Así eran las páginas de Internet de El Tiempo Latino en 2001 y 2002.

Por Tomás Guevara - Especial para El Tiempo Latino

Periodismo de calidad dándole una voz a la comunidad latina, ha sido siempre el norte de El Tiempo Latino y el inicio de la era digital permitió al equipo editorial de este medio contar con nuevas herramientas para llevar a cabo su misión. Los miembros del departamento editorial que vivieron la revolución digital con la llegada del siglo XXI tenían enormes expectativas y pusieron en marcha iniciativas que dieron inicio al proceso de evolución de El Tiempo Latino.

Las memorias del ex editor jefe y director de este periódico Alberto Avendaño lo remontan al año 2000 cuando asumió la dirección editorial de este medio pionero en periodismo en español para servicio a la comunidad en el área metropolitana de Washington.

Avendaño, tuvo a cargo el reto de hacer la transición y alianza de El Tiempo Latino con El Washington Post que concluiría en 2004 con la integración del periódico en la estructura del periódico decano de los medios de comunicación en Estados Unidos y reconocido por su un impoluta trayectoria de periodismo de vanguardia en la arena política de Washington.

“Esa fue una época de revolución periodística y de empezar a dar los pasos, en cuanto a calidad y tecnología, que necesitábamos como prensa latina. En 2001, el día del ataque a las Torres Gemelas en Nueva York y al Pentágono en Virginia, yo estaba reunido con la empresa que iba a trabajar en el primer sitio web del periódico; pero en aquel momento la prioridad era cómo sacar una edición especial en papel al día siguiente”, recuerda Avendaño.

Para este experimentado periodista de origen español, la prensa latina estadounidense comenzó el siglo XXI presionada por dos retos: uno aumentar la calidad de las coberturas y el otro subirse al carro de la revolución tecnológica que se avecinaba.

Saltar a la era digital resultó un reto más complicado recuerda Avendaño, sobre todo por la velocidad de los cambios en las plataformas que entre 2003 y 2010 proliferaron a un ritmo vertiginoso de alcance y movilidad, como Google, Facebook, Youtube, seguido luego por Twitter, Instagram, Snapchat y Whats-App.
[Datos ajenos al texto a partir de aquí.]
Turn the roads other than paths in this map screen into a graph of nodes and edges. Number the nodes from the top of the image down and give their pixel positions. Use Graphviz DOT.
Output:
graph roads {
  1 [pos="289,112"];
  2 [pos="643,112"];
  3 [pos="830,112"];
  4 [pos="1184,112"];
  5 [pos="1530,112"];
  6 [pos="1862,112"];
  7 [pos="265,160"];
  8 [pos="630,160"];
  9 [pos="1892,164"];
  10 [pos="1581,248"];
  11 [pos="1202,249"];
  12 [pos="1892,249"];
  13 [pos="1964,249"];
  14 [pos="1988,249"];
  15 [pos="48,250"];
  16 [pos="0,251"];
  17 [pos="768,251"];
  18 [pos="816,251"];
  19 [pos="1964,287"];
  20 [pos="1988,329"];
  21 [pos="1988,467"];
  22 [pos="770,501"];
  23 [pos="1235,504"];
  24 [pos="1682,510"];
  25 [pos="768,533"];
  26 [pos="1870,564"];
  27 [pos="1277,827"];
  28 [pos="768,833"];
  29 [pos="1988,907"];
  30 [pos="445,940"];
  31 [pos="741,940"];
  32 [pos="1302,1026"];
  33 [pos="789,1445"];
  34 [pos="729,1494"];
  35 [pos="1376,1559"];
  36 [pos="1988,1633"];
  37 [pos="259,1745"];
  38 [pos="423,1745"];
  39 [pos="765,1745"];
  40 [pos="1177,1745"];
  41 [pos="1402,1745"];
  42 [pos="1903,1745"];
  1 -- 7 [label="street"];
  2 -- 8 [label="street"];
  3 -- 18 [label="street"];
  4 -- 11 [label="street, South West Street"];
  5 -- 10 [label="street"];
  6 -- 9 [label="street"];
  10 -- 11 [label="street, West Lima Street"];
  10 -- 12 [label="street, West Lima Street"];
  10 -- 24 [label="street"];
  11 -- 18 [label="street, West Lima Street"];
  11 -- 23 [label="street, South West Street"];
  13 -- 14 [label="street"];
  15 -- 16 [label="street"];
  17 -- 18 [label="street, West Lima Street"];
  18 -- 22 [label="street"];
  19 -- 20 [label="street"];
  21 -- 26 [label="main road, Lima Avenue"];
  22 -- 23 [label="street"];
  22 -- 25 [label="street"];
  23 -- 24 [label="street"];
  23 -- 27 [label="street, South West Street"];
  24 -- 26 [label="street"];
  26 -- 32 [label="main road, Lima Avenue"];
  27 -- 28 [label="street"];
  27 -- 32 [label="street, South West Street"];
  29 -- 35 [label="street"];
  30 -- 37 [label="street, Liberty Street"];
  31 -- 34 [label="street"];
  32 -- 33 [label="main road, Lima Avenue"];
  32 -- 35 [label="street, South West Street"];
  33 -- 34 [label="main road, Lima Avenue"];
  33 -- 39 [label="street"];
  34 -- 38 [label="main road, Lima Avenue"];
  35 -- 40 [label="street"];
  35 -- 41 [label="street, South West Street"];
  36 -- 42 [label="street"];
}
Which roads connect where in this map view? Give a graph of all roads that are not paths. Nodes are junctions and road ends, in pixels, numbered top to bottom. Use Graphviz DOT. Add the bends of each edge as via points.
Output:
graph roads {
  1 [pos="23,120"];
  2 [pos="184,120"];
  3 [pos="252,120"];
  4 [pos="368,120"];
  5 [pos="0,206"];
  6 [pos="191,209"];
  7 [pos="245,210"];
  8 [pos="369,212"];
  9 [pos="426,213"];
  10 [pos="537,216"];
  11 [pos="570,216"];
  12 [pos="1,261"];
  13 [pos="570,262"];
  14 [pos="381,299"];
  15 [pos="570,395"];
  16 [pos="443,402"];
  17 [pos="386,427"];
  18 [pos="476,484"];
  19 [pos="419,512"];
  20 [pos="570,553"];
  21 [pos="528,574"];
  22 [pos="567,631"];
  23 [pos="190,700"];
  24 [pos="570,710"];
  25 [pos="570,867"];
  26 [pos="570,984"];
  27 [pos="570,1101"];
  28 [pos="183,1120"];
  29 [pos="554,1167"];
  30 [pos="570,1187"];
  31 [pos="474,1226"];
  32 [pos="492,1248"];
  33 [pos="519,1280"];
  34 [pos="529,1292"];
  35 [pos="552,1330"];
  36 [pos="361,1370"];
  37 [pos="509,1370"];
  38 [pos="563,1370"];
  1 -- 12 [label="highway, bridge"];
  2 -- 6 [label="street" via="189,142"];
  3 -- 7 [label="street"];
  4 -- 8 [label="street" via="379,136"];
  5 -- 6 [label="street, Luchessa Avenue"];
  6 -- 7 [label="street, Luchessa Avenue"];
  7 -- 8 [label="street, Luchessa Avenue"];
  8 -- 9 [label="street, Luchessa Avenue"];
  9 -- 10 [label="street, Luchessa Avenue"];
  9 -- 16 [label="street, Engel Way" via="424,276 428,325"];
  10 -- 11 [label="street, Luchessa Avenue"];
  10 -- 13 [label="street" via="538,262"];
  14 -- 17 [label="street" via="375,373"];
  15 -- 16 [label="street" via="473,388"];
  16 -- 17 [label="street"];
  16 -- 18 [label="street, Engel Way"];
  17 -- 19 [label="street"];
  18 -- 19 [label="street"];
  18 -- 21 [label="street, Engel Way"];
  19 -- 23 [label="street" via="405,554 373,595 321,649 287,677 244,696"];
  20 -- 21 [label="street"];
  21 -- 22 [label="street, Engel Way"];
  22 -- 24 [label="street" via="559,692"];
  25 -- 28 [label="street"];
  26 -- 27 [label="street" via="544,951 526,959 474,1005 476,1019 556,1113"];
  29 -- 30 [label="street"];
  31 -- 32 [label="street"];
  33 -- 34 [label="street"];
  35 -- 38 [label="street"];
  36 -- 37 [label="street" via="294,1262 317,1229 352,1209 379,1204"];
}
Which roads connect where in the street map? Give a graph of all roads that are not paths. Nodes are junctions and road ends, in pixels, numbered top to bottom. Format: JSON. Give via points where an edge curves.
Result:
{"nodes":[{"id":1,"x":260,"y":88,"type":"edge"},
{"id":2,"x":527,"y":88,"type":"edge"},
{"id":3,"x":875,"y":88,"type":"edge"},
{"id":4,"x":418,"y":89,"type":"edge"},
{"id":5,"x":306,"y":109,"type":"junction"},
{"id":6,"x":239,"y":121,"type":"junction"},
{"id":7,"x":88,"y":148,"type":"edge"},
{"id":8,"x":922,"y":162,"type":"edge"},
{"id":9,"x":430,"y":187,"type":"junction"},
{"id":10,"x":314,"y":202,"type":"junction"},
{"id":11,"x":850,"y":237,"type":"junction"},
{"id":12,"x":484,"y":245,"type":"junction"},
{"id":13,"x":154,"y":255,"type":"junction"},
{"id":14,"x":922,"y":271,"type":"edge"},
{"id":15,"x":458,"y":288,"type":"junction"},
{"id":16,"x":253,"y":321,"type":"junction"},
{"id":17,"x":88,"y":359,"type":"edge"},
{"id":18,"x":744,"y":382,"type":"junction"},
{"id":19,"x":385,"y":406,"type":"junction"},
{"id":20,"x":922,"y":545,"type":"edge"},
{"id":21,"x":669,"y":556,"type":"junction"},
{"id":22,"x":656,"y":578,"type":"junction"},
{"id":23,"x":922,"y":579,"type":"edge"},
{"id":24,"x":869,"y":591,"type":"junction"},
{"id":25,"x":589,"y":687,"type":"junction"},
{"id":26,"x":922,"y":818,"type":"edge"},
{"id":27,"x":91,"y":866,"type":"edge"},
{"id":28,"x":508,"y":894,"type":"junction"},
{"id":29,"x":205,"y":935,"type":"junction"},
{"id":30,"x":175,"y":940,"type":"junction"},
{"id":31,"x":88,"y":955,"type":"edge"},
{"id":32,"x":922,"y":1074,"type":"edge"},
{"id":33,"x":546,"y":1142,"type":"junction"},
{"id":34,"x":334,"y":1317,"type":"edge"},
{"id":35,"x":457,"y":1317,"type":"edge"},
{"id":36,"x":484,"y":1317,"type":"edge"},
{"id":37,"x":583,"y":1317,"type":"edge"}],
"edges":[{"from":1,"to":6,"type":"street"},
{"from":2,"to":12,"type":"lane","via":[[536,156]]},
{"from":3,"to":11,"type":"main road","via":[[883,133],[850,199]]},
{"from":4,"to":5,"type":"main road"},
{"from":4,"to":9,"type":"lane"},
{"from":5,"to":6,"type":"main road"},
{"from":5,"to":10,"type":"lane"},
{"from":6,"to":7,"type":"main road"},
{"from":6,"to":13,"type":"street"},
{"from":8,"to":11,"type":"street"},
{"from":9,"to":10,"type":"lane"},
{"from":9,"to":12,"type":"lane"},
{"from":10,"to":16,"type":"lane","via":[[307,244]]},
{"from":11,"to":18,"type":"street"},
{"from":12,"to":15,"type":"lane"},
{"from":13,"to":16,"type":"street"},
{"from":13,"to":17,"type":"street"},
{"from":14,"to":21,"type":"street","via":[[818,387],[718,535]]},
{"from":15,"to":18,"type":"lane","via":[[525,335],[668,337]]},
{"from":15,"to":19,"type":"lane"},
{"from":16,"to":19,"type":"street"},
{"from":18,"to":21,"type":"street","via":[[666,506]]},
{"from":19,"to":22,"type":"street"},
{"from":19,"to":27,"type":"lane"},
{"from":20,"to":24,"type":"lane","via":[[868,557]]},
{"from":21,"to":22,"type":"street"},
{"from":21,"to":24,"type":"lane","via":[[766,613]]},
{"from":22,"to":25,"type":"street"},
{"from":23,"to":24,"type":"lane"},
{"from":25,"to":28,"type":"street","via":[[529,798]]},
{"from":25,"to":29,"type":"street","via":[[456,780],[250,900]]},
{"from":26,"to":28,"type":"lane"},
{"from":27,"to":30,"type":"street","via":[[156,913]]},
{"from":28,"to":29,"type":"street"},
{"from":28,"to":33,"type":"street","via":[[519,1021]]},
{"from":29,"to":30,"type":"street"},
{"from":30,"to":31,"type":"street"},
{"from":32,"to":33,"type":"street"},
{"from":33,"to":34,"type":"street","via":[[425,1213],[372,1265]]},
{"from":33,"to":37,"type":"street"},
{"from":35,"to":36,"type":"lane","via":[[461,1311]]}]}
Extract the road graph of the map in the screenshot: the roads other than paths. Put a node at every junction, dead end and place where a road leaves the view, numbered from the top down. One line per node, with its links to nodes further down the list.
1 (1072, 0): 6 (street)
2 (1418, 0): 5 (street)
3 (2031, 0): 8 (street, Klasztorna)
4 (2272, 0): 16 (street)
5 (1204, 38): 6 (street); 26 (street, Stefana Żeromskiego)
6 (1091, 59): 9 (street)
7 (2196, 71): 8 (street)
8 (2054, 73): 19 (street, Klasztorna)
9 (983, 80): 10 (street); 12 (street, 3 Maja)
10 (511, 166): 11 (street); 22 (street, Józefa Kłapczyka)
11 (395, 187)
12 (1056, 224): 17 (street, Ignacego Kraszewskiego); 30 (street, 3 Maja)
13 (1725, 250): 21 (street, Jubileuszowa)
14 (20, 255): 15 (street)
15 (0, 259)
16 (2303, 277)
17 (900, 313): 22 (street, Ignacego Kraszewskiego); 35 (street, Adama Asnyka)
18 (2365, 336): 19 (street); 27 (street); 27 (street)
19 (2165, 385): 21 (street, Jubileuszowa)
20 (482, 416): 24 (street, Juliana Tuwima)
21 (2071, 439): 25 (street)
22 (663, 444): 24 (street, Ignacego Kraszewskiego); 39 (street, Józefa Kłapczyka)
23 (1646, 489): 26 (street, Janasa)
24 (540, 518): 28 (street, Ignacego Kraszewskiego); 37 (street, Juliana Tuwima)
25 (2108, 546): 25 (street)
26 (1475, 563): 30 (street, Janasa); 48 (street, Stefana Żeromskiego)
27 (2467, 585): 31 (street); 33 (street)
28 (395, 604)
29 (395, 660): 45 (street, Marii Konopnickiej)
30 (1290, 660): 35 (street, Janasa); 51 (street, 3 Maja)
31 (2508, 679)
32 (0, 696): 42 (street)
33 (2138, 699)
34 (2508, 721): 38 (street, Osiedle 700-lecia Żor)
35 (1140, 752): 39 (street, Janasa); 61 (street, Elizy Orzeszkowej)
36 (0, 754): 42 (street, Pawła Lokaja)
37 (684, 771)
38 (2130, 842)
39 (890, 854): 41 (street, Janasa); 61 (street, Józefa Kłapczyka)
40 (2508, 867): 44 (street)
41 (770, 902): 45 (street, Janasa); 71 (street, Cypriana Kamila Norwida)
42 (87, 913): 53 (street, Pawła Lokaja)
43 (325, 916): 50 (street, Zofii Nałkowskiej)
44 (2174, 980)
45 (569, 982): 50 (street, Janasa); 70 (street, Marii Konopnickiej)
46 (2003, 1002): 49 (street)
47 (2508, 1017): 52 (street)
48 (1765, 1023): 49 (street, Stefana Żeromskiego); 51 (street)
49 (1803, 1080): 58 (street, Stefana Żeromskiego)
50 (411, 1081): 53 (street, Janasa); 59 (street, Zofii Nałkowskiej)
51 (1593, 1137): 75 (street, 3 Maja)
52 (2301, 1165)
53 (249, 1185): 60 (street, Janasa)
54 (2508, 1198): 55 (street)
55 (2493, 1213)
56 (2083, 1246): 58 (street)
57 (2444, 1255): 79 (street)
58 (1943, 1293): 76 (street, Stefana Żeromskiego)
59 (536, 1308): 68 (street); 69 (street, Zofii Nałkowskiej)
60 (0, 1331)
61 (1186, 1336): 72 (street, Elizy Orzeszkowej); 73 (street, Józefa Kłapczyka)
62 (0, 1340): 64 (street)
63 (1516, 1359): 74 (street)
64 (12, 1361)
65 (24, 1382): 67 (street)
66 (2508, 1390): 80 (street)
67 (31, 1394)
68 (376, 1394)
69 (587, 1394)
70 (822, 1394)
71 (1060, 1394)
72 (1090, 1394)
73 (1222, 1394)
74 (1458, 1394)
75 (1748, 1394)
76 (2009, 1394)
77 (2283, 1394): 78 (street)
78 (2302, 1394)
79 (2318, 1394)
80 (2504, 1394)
Además del desarrollo de la tecnología celular y la masificación de los “smatphones”.

“Y aún estamos en la infancia de todo esto. Noticias y tecnología son ahora un matrimonio indisoluble”, comenta Avendaño.

Luego llegaría la transición de El Tiempo Latino al Grupo Planeta en 2016 con lo que Alberto Avendaño cierra el ciclo de crecimiento de este importante medio de comunicación en Washington y propició su retiro de vuelta a España, donde trabaja en consultorías para la transformación digital de medios de comunicación emergentes.

El periodista recuerda que cuando The Washington Post fue vendido al propietario de Amazon, Jeff Bezos en 2013, se abrió un espacio para impulsar algunas iniciativas, pero más por la buena relación con el ex editor jefe del rotativo de Washington, Marty Baron, que por una visión estratégica de la compañía que adquirió el medio. Baron permitió introducir contenidos en español en washingtonpost.com y tenía muy claro que el modelo de negocio había entrado en un cambio de la industria donde no había marcha atrás.

“En estos tiempos de cambio de lo impreso a lo digital hay mucho lastre que soltar y mucho nuevo que adquirir, pero también mucho que mantener: la calidad, la búsqueda de la verdad, nuestra identidad como prensa latina, todo lo que nos define”, señala.

Para Avendaño el futuro de la prensa latina en Estados Unidos pasa por mantenerse “a pie de calle, en contacto con la comunidad”, mientras se expande la presencia digital para mantener el diálogo comunitario utilizando todos los recursos que ofrece la tecnología.

“La prensa latina puede tener una nueva y exitosa vida aprovechando las nuevas oportunidades. La tecnología será cada vez más barata y el diálogo comunitario puede ser más intenso y transformativo. Se trata de adaptarse, ser optimistas, creer en el cambio y estar dispuestos a invertir en personal, medios y alianzas, tanto periodísticas como comerciales”, puntualiza Alberto Avendaño.